Saat ini kita menghadapi era globalisasi yang diringi dengan perkembangan IPTEK yang sangat pesat, seseorang dituntut untuk memanfaatkan informasi dengan sebaik-baiknya. Maka dari itu, dibutuhkan Sumber Daya Manusia (SDM) yang berkualitas dan bernalar tinggi serta mempunyai kemampuan memproses informasi sehingga bisa digunakan untuk mengembangkan IPTEK. SDM Indonesia sendiri masih mengalami kekurangan dalam menciptakan teknologi yang sudah semakin maju seperti saat ini. Kurangnya SDM yang berkualitas dikarenakan oleh pemahaman seseorang terhadap suatu ilmu yang tidak maksimal, khususnya ilmu-ilmu yang berhubungan dengan teknologi yang mendasar seperti matematika.

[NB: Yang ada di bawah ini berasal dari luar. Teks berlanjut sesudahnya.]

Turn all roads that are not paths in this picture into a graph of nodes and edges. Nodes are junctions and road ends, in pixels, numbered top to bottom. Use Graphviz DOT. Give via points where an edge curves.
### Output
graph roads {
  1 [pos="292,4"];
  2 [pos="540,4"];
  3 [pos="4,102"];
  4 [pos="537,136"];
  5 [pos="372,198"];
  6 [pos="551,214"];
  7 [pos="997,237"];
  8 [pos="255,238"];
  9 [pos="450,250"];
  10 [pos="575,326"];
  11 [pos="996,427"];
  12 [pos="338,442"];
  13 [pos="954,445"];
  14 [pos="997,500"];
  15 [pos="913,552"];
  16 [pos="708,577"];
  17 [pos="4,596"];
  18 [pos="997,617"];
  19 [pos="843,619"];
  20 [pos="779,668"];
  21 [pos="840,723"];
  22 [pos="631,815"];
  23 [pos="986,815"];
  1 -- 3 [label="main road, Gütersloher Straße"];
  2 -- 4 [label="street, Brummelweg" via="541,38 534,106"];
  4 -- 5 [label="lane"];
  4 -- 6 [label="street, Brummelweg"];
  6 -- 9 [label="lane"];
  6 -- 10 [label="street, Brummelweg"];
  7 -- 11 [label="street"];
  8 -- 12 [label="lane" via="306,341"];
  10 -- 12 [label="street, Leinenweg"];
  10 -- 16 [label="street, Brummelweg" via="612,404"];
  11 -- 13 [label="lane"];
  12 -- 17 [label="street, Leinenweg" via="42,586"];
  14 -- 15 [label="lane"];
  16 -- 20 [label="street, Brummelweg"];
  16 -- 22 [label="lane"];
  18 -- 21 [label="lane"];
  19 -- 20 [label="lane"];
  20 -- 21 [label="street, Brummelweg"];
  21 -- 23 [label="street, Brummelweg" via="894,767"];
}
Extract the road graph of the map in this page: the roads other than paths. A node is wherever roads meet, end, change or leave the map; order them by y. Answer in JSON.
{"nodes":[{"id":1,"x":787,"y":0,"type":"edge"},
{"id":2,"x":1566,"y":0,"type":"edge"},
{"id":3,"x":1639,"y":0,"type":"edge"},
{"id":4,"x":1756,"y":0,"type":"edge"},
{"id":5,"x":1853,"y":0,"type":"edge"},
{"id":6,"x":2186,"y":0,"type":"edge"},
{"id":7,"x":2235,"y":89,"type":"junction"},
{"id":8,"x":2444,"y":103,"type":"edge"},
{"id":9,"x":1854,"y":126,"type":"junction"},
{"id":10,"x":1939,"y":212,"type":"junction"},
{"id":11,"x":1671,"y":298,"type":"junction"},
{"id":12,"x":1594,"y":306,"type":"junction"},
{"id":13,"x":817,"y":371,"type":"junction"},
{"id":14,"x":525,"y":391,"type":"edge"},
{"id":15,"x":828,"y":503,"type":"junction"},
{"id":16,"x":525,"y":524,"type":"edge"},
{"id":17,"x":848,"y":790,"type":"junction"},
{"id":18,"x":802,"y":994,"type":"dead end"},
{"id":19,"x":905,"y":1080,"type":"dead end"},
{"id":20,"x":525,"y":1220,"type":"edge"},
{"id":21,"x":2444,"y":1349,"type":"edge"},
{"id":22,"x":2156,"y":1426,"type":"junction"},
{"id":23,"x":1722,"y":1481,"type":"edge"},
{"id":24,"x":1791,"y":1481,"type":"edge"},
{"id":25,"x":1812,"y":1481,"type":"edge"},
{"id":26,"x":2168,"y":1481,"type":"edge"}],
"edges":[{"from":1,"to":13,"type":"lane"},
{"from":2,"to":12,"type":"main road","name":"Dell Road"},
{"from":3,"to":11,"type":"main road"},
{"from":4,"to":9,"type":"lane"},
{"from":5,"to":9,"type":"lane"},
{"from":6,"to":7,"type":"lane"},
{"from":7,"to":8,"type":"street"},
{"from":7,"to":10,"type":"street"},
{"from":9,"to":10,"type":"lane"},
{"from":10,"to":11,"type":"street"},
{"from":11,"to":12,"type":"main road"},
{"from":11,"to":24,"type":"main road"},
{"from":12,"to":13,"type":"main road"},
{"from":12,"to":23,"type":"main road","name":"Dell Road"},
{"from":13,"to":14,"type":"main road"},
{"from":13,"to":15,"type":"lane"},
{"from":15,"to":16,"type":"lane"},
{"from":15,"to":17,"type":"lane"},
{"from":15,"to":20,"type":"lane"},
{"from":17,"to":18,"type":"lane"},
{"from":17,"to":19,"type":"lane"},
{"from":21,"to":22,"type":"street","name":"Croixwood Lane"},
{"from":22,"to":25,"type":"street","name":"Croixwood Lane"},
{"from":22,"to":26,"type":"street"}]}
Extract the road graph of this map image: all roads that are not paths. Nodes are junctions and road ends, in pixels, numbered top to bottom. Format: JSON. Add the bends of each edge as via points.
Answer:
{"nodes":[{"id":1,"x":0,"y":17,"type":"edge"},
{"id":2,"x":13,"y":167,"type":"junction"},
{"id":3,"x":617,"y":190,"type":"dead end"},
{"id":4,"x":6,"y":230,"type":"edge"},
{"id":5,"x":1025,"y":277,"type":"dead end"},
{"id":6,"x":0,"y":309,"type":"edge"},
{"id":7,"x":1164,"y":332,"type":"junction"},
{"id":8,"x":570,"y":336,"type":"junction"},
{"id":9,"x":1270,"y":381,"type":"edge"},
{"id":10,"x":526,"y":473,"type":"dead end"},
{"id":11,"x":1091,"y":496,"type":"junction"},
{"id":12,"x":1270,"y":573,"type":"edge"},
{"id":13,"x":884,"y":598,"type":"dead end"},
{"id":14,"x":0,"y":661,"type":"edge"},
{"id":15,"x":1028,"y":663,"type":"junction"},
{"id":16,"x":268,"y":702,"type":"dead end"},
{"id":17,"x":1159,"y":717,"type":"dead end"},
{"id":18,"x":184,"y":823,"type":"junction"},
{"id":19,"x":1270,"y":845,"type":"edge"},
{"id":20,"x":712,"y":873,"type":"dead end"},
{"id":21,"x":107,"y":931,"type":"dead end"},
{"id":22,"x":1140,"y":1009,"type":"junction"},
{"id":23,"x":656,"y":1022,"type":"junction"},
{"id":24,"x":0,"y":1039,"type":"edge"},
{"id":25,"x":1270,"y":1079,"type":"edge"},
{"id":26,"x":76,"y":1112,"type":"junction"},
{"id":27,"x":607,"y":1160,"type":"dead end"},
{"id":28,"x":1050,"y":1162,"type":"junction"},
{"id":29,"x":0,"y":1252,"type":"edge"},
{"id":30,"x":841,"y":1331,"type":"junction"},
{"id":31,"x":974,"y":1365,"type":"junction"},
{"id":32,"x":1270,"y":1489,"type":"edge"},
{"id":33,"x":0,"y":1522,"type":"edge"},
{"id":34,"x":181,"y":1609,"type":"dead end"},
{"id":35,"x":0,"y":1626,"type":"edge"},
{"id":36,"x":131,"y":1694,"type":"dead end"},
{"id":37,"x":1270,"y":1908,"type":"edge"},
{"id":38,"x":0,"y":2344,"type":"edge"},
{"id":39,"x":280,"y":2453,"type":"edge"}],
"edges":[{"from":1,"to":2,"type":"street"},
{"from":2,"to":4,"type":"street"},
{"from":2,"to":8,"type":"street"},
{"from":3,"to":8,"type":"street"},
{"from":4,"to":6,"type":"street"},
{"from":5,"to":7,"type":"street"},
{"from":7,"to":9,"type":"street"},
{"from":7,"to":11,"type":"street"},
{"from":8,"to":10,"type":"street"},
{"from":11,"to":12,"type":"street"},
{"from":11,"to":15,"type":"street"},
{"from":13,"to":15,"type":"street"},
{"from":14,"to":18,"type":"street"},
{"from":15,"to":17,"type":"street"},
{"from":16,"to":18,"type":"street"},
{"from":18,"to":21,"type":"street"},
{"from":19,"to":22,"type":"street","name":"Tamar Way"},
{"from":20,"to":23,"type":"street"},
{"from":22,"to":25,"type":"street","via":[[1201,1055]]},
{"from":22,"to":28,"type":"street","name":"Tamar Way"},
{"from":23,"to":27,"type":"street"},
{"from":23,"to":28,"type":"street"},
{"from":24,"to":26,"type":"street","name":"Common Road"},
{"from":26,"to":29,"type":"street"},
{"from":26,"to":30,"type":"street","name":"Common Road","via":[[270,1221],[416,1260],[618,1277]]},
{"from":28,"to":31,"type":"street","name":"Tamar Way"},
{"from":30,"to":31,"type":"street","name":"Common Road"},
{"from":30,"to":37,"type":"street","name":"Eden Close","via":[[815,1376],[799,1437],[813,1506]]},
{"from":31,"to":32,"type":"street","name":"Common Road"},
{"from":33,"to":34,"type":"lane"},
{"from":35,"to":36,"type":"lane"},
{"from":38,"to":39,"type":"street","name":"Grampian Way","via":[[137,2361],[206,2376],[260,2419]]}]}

Salah satu karakteristik dari matematika adalah memiliki objek yang bersifat abstrak, ini berarti objek matematika berada dalam alam pikiran manusia, sedangkan realisasinya dengan menggunakan benda-benda yang terdapat disekitar kita. Sifat abstrak inilah yang menyebabkan siswa mengalami kesusahan dalam mempelajari matematika. Banyak siswa yang menganggap bahwa matematika itu sangatlah sulit. Selama ini guru seolah-olah menjadi pemegang kekuasaan yang sepenuhnya di dalam kelas. Guru sebagai objek dan murid sebagi objek. Pembelajaran terjadi satu arah, murid hanya berperan sebagai penerima materi saja.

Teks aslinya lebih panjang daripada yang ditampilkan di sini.